Speaking about the upcoming show he gave this insight, “I knew I wanted to do an EP launch show to celebrate ‘Concrete’ (just like we all would have been able to do a year and a half ago without question) but there’s still a bit of uncertainty and all that. My team and I have been looking at some weird and wonderful places that could be adapted to any sudden changes but also maintain that intimate feeling and so we found St Pancras Old Church! I’m desperate to showcase the new tunes for the first time and finally play live to you all again. The intimacy of this venue will provide a unique experience for us all and I think the tunes are going to sound beaut in there. Hope you can make it. VC x”
Born and raised in London, Mercer is possessed with an uncanny ability to transport his listeners to completely new territory. On his new EP, ‘Concrete’, he leads you through a labyrinth of side-streets, dive bars and late-night haunts, introducing you to a whole host of characters along the way – Crooning over beats and brass that meander under street-lamps and through fog, searching for something.
Mercer describes the songs on Concrete as “purple” in colour; he has synaesthesia, one of the symptoms of temporal lobe epilepsy, which he was diagnosed with aged 17. It’s a condition that makes Mercer better equipped than most to delve into those themes of nostalgia, given how it can cause sudden sensations of déjà vu. “I thought I was going mad,” he says, of the period before his diagnosis, when he was studying performance at a local college. “I’d have blackouts, then really strong nostalgic episodes.” It’s how he landed on the ‘Pines’ in his artist’s name. “My parents went to New Hampshire when I was a kid, where those big pines are. And when I started having seizures, I kept remembering those trees.”
His latest material is a showcase for many of Mercer’s talents, not least among them his extraordinary voice. It’s one capable of filling stadiums and festival fields, as he showed with his previous band supporting the likes of Bruce Springsteen, Blondie, Patti Smith and Kings Of Leon. While still a powerhouse vocalist, he now offers yearning melodies, beautiful cadence, and a melancholy croon redolent of Grammy-winning artist Brittany Howard.
Fans will recognise Mercer’s favoured themes of romance, confusion and loneliness from 2020’s VC Pines EP, the critically lauded ‘Skully’, which included the sublime single ‘Bluebirds’. Inspired by the poem of the same name by Charles Bukowski, the song saw Mercer attempting to shake off the trappings of modern life in order to return to the best version of himself.
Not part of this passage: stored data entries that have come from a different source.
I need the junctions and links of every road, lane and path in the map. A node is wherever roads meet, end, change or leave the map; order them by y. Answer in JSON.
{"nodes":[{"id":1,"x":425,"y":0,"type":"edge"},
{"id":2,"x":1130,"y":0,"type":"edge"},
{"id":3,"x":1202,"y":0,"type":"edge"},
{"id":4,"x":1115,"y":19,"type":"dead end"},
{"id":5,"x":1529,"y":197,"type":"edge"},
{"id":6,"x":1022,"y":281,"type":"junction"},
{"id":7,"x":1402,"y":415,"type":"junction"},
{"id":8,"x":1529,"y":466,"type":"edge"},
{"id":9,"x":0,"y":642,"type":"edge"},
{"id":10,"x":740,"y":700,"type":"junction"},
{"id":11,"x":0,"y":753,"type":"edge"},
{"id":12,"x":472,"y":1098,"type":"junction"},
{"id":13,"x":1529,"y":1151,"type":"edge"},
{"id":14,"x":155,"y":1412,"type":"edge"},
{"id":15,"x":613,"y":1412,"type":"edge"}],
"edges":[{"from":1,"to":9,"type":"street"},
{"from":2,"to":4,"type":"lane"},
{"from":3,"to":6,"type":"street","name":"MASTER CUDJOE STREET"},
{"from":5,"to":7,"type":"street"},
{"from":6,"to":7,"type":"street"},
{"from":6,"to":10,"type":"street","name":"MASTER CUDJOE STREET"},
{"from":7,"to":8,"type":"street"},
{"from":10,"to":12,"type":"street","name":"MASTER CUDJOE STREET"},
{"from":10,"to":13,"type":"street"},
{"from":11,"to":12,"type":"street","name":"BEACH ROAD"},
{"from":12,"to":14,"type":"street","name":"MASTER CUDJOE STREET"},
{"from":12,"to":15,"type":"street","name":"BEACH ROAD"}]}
Meanwhile ‘Cracks’, which has more than a quarter of a million streams on Spotify, dealt with the fallout from a relationship grown toxic with unspoken resentment. Concrete is an ambitious step up from that impressive debut; the latest VC Pines work is a project that lives and breathes. As Mercer puts it: “These songs are about experiences, hedonism, and the things we learn from.”